Marilyn Boley was denied benefits by the Social Security Administration. Instead of requesting a hearing by an administrative law judge within 60 days of the denial as is allowed by regulations, Boley took nine months to make the request. The SSA notified Boley of its decision to deny benefits but did not send the notice to her attorney. Boley was ill at the time and relied on her attorney to protect her interests.

When her lawyer requested the hearing, the ALJ dismissed the request. The ALJ ruled Boley lacked “good cause” for the delay in her request, so an extension of time to file is not supported.

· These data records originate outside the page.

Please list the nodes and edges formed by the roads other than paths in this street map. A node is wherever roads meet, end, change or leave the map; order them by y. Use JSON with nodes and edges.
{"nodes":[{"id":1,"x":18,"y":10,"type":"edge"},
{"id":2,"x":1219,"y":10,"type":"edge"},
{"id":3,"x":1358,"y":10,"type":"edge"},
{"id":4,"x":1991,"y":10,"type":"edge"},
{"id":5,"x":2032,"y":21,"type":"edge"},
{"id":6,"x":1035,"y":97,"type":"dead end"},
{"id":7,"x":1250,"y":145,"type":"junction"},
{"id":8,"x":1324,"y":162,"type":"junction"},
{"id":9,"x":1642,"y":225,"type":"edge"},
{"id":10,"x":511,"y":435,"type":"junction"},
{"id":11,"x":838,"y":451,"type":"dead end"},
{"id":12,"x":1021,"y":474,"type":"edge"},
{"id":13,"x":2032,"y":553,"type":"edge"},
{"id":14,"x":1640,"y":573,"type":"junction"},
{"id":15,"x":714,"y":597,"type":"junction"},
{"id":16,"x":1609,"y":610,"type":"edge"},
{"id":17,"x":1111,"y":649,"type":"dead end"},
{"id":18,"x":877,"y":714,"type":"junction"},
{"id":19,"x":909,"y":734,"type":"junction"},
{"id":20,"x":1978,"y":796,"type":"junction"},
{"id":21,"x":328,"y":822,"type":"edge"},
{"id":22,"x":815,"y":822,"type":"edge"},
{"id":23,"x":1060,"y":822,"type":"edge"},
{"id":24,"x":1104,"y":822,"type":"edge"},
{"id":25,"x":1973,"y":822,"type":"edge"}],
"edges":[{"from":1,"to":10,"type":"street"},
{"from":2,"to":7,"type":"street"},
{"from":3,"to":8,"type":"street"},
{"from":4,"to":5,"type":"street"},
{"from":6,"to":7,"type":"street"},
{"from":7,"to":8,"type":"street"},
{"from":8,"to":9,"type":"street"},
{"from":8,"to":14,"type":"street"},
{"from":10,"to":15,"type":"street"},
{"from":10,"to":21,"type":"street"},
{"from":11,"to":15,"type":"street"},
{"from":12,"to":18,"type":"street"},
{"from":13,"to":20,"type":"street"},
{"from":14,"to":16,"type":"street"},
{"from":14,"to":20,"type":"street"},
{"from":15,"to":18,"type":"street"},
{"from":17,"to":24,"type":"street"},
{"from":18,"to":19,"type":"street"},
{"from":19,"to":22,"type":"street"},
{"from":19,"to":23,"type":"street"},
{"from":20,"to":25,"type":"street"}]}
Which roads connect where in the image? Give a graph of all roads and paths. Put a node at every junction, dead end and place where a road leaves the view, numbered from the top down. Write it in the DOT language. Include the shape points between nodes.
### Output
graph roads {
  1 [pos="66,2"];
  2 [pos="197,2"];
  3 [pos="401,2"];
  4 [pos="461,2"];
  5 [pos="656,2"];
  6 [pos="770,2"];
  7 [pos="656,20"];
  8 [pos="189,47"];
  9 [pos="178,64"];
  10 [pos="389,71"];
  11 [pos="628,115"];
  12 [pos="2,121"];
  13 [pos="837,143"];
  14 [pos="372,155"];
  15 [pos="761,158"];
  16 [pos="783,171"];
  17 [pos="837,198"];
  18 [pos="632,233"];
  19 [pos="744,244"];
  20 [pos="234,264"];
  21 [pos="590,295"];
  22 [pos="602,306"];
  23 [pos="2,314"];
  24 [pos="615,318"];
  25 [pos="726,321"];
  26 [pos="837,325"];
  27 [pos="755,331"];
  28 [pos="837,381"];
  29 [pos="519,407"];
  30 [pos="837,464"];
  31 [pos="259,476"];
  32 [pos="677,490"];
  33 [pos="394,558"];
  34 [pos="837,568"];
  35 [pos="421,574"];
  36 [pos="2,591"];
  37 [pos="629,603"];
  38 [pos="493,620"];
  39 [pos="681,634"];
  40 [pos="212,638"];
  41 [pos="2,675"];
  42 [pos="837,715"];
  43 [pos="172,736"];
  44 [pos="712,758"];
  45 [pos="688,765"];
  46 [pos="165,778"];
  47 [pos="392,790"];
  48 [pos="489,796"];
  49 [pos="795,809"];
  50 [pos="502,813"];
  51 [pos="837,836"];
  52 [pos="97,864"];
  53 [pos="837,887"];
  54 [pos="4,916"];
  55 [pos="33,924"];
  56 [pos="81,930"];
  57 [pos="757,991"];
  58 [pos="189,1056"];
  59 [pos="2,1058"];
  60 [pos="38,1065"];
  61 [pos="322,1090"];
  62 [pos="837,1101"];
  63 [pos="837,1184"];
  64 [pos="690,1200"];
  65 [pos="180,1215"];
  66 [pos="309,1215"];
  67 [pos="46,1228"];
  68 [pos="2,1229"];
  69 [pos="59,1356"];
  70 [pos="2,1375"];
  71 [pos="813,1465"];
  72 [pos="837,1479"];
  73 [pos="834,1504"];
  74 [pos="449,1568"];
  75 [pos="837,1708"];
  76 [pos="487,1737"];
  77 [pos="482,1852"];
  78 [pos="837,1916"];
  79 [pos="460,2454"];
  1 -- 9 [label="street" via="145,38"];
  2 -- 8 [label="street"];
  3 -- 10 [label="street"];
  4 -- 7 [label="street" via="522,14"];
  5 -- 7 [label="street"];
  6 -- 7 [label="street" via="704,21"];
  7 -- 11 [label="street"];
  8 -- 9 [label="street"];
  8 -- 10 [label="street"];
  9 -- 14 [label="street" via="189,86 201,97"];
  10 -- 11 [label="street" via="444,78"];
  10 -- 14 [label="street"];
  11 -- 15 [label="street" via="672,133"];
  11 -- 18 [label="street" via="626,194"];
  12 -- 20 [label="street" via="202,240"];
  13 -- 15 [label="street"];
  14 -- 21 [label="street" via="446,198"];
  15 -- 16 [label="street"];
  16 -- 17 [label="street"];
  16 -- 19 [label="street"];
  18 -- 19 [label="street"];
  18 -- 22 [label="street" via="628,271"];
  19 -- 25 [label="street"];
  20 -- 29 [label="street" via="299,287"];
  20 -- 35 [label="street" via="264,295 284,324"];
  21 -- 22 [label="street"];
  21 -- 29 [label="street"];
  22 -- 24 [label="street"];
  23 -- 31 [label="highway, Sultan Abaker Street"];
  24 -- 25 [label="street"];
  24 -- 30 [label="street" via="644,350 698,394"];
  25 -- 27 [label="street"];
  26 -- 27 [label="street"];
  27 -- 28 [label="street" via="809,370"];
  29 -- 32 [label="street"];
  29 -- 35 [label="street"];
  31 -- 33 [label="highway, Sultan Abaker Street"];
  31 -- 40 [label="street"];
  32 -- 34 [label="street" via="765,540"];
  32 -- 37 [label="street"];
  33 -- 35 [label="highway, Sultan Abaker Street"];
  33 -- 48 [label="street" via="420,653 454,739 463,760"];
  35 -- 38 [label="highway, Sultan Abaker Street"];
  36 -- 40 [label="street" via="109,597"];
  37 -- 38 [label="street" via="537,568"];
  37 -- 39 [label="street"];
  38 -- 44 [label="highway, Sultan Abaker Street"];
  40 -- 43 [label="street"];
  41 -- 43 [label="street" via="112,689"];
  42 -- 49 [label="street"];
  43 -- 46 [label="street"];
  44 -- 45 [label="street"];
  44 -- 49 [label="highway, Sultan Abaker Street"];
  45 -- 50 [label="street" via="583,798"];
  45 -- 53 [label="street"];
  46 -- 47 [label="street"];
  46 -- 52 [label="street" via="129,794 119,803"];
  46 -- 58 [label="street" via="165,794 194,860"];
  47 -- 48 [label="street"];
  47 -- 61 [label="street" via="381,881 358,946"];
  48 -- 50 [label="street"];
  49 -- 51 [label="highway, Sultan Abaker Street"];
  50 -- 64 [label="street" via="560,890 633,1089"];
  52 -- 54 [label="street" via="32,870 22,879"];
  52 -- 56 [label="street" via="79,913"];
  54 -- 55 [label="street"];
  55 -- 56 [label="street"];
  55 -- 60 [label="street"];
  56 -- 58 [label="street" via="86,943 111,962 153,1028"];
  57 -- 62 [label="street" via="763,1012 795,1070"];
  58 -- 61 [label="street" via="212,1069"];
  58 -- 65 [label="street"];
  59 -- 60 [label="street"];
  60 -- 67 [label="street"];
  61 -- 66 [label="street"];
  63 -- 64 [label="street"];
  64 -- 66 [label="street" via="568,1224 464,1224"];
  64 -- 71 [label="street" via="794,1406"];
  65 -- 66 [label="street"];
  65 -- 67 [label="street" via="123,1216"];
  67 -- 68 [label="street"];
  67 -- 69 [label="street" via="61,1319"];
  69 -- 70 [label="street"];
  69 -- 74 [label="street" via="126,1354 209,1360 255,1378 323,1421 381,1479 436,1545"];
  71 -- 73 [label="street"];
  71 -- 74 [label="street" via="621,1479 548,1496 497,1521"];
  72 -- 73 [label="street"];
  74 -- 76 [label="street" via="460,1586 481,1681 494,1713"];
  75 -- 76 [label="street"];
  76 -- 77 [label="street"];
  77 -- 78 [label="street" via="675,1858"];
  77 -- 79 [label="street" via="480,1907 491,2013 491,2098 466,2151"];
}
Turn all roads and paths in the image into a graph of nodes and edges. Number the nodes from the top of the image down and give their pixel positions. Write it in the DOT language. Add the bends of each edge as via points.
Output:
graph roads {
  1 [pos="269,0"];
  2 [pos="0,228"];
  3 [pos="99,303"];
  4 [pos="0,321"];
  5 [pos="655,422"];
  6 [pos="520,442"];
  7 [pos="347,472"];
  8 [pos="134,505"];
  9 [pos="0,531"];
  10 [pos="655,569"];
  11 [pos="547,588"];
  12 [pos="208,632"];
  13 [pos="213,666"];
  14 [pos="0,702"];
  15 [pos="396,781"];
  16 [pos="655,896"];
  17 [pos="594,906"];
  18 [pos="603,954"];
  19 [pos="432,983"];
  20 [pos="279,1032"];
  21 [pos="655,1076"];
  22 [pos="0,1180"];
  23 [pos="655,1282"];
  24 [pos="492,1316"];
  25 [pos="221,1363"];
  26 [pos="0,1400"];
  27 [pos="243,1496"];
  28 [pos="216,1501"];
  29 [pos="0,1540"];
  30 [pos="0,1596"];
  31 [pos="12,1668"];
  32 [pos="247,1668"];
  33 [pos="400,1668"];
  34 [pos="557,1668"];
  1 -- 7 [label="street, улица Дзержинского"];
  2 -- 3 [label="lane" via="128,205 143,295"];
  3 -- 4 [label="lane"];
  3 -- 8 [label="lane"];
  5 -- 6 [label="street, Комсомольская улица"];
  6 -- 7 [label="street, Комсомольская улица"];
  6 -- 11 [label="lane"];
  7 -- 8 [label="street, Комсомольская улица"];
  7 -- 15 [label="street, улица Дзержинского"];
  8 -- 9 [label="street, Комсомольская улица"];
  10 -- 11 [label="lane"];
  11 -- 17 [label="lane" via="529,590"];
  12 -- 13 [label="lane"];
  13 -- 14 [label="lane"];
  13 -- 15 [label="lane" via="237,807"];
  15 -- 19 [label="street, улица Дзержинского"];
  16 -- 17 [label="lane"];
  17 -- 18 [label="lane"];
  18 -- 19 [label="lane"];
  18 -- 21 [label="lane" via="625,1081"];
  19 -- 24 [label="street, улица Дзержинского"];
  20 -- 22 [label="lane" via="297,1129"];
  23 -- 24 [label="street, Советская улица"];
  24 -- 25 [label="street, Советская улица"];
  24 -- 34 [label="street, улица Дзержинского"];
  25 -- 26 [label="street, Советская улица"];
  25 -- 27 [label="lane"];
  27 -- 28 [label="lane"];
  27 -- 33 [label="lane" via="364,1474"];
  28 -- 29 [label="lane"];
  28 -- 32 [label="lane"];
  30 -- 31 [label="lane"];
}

Chief Judge Richard Young in the Southern District of Indiana then dismissed Boley’s petition for judicial review, ruling that the ALJ’s decision to dispense with an oral hearing means that he court lacks subject-matter jurisdiction. Young relied on 42 U.S.C. Section 405(g), which authorizes review of the agency’s final decisions, to make his decision.

This case hinges on what is considered a “hearing,” which Young assumed meant an oral procedure required by a statute or regulation. The 7th Circuit concluded that “hearing” means whatever process the SSA deems adequate to produce a final decision – a view that no court of appeals has explicitly adopted. The panel’s decision follows Weinberger v. Salfi, 422 U.S. 749, 763-67 (1975), and Matthews v. Eldridge, 424 U.S. 319, 326-32 (1976). Under those cases, Boley is entitled to judicial review of her contention that the agency mishandled her case.

But 34 years ago, the 7th Circuit Court in Watters v. Harris, 656 F. 2d 234 (7th Cir. 1980), held otherwise. Watters is materially identical to Boley’s situation, but in that case, the appeals panel dismissed for want of jurisdiction and held that the agency’s decision to not take oral testimony blocked judicial review. Watters made jurisdiction turn on the presence of a constitutional argument, but Monday, the panel decided that Watters is wrongly decided.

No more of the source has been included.